» **Records for this exercise**:
--- START ---

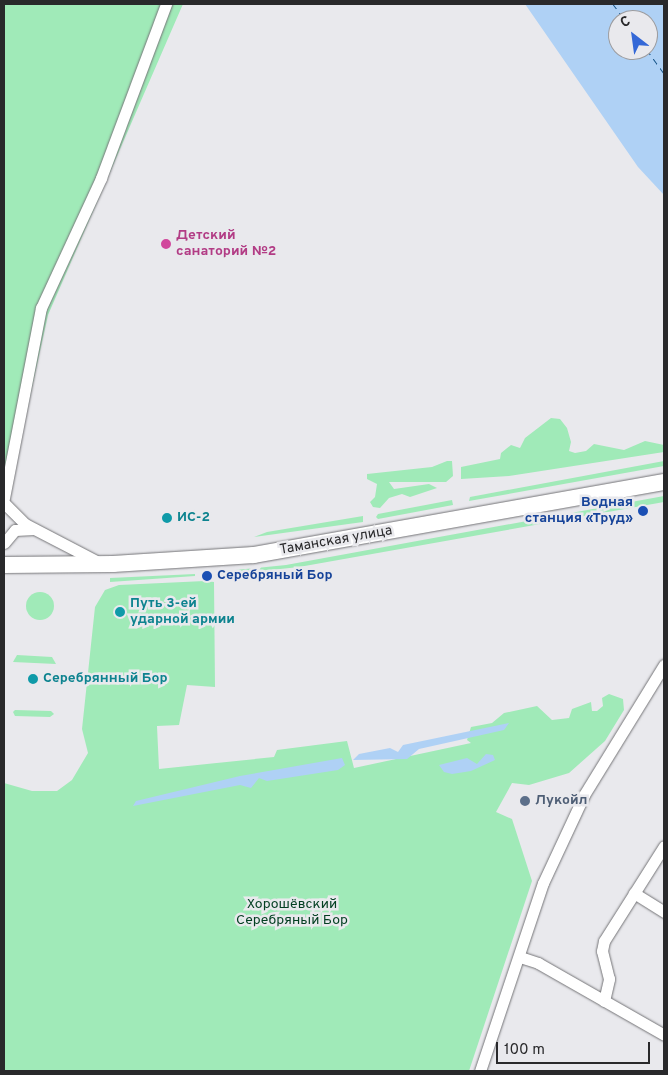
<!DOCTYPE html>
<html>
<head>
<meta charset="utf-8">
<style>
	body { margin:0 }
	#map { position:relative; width:668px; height:1075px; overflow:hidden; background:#e9e9ed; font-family:Overpass,sans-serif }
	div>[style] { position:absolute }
	.green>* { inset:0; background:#a0eab8 }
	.round { border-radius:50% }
	.water>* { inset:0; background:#afd1f5 }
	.ferry>* { height:1px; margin-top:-0.5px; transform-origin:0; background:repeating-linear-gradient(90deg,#104f84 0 6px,transparent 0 11px) }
	.roads { filter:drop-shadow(0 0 1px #747477) drop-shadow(0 0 1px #747477) }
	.street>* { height:11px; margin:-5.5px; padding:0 5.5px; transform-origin:5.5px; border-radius:5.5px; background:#fff }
	.secondary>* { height:16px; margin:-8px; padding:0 8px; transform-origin:8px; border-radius:8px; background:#fff }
	.dots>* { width:14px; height:14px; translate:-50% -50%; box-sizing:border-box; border:2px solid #e9e9ed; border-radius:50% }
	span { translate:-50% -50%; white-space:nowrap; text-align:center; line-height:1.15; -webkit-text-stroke:5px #e9e9ed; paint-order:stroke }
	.hotel-label { font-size:14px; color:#b23c85; font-weight:700 }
	.left { translate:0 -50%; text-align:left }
	.transit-label { font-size:14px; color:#164399; font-weight:700 }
	.right { translate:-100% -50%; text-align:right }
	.culture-label { font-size:14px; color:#0d838f; font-weight:700 }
	.street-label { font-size:14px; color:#29292b }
	.service-label { font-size:14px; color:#4e5e75; font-weight:700 }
	.park-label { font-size:14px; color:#023f21 }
	.frame { position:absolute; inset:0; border:5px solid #29292b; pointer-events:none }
	.north { position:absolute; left:608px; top:10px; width:50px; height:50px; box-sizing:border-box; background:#e9e9ed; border:1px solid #9c9c9f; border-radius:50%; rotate:330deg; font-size:14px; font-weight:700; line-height:20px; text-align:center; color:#29292b }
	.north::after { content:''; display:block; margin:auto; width:18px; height:22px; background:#3468d7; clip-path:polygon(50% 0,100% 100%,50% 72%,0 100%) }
	.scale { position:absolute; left:496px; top:1042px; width:154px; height:22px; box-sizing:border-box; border:2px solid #29292b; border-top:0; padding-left:6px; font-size:15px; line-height:18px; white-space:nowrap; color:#29292b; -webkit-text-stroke:4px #e9e9ed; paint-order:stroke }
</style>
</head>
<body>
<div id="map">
	<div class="green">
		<i style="clip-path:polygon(4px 4px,183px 4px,48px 315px,9px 491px,4px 492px)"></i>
		<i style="clip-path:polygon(551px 418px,560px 419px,567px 428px,571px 442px,569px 451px,575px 453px,586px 451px,594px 444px,624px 450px,645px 441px,664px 445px,664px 452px,509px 476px,461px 479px,461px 467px,500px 459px,501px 453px,511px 445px,520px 448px,525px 438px)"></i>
		<i style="clip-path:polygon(447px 461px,452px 461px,453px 476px,446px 482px,389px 482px,394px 489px,429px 484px,437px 488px,410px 497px,402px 494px,389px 498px,380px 508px,373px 507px,370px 502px,375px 497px,377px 484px,367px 479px,367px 474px,432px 467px)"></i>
		<i style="clip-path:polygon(664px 461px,664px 466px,469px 501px,470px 497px)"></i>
		<i style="clip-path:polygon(664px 496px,664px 502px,299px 567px,225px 575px,225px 571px,286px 565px)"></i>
		<i style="clip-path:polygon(452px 500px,453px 505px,378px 519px,376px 517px,378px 514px)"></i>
		<i style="clip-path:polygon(363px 516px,363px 522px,254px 537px,267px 532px)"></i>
		<i style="clip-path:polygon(195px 574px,195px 576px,110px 582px,110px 578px)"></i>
		<i style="clip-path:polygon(205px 581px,214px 582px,215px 687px,187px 685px,179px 725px,157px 726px,159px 769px,274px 757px,277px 750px,347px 741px,354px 768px,471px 743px,467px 740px,471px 727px,492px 723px,504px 713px,537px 706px,552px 720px,569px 718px,572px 709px,591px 702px,592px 711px,597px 711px,603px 706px,602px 698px,609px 694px,623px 699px,624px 710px,605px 741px,569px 773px,529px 785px,512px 783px,496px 812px,512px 819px,532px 881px,469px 1071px,4px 1071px,4px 783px,32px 791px,57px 791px,72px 780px,88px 753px,82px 729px,95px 607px,105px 590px,119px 585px)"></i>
		<i class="round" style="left:26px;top:592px;width:28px;height:28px"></i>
		<i style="clip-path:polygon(17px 655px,52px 657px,56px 664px,13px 662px)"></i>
		<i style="clip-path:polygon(15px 710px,51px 711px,54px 714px,50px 717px,15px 716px,13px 712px)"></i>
	</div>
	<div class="water">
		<i style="clip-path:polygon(evenodd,525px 4px,664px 4px,664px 195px,638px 167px,525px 4px,618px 20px,648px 20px,648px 50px,618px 50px,618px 20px)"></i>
		<i style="clip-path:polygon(509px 723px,504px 730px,419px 749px,407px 759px,353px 760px,359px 754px,390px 748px,398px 752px,403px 745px)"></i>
		<i style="clip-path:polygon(486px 754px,493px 755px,495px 760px,471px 771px,452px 774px,444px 772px,439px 765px,467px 758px,477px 764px)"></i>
		<i style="clip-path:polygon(342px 758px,345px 765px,338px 770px,267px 781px,259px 778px,251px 788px,240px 785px,133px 806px,136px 801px,240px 776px)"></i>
	</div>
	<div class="ferry">
		<i style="left:613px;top:4px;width:20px;rotate:53deg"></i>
		<i style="left:647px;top:50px;width:29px;rotate:54deg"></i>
	</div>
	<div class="roads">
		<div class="street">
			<i style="left:4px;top:498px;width:194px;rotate:-79deg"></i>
			<i style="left:41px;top:308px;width:143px;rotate:-65.2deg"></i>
			<i style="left:101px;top:178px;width:186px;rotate:-69.5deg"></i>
			<i style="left:4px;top:503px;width:30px;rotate:45deg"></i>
			<i style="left:25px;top:524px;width:80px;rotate:27.5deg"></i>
			<i style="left:4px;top:543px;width:17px;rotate:-50deg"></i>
			<i style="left:15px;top:530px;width:19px;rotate:-3deg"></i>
			<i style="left:634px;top:893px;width:36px;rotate:32deg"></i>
			<i style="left:520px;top:957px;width:19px;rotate:18deg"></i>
			<i style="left:538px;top:963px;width:145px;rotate:29.7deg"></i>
			<i style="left:604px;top:1001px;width:23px;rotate:-77deg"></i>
			<i style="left:609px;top:979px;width:29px;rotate:-104deg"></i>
			<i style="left:602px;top:951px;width:10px;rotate:-79deg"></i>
			<i style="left:604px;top:941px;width:112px;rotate:-57.7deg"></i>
			<i style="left:480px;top:1071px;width:198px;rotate:-71.5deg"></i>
			<i style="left:543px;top:883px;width:97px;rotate:-65deg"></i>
			<i style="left:584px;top:795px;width:153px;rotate:-58.4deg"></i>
		</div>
		<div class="secondary">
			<i style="left:4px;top:565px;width:109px;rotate:-0.5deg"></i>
			<i style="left:113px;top:564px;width:141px;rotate:-3.7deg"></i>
			<i style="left:254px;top:555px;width:416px;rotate:-10.1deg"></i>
		</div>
	</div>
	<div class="dots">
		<i style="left:166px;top:244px;background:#d1479c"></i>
		<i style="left:643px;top:511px;background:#1a4fb4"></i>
		<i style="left:167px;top:518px;background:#0f9aa8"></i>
		<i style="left:207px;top:576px;background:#1a4fb4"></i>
		<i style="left:120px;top:612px;background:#0f9aa8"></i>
		<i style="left:33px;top:679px;background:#0f9aa8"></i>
		<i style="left:525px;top:801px;background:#5c6f8a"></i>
	</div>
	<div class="hotel-label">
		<span class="left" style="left:176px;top:244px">Детский<br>санаторий №2</span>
	</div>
	<div class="transit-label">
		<span class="right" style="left:633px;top:511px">Водная<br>станция «Труд»</span>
		<span class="left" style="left:217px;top:576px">Серебряный Бор</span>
	</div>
	<div class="culture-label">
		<span class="left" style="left:177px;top:518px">ИС-2</span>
		<span class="left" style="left:130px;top:612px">Путь 3-ей<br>ударной армии</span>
		<span class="left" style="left:43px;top:679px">Серебрянный Бор</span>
	</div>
	<div class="street-label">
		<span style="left:336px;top:541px;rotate:-10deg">Таманская улица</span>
	</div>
	<div class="service-label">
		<span class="left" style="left:535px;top:801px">Лукойл</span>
	</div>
	<div class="park-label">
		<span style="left:292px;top:913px">Хорошёвский<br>Серебряный Бор</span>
	</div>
	<div class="frame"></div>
	<div class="north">С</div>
	<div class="scale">100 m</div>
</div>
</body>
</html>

--- END ---

» **About this task**:
In the listing above, find the line with "height:11px; margin:-5.5px; padding:0" and the line with "translate:-100% -50%; text-align:right"; output exactly those lines and all lines between them.

» **Response below**:
	.street>* { height:11px; margin:-5.5px; padding:0 5.5px; transform-origin:5.5px; border-radius:5.5px; background:#fff }
	.secondary>* { height:16px; margin:-8px; padding:0 8px; transform-origin:8px; border-radius:8px; background:#fff }
	.dots>* { width:14px; height:14px; translate:-50% -50%; box-sizing:border-box; border:2px solid #e9e9ed; border-radius:50% }
	span { translate:-50% -50%; white-space:nowrap; text-align:center; line-height:1.15; -webkit-text-stroke:5px #e9e9ed; paint-order:stroke }
	.hotel-label { font-size:14px; color:#b23c85; font-weight:700 }
	.left { translate:0 -50%; text-align:left }
	.transit-label { font-size:14px; color:#164399; font-weight:700 }
	.right { translate:-100% -50%; text-align:right }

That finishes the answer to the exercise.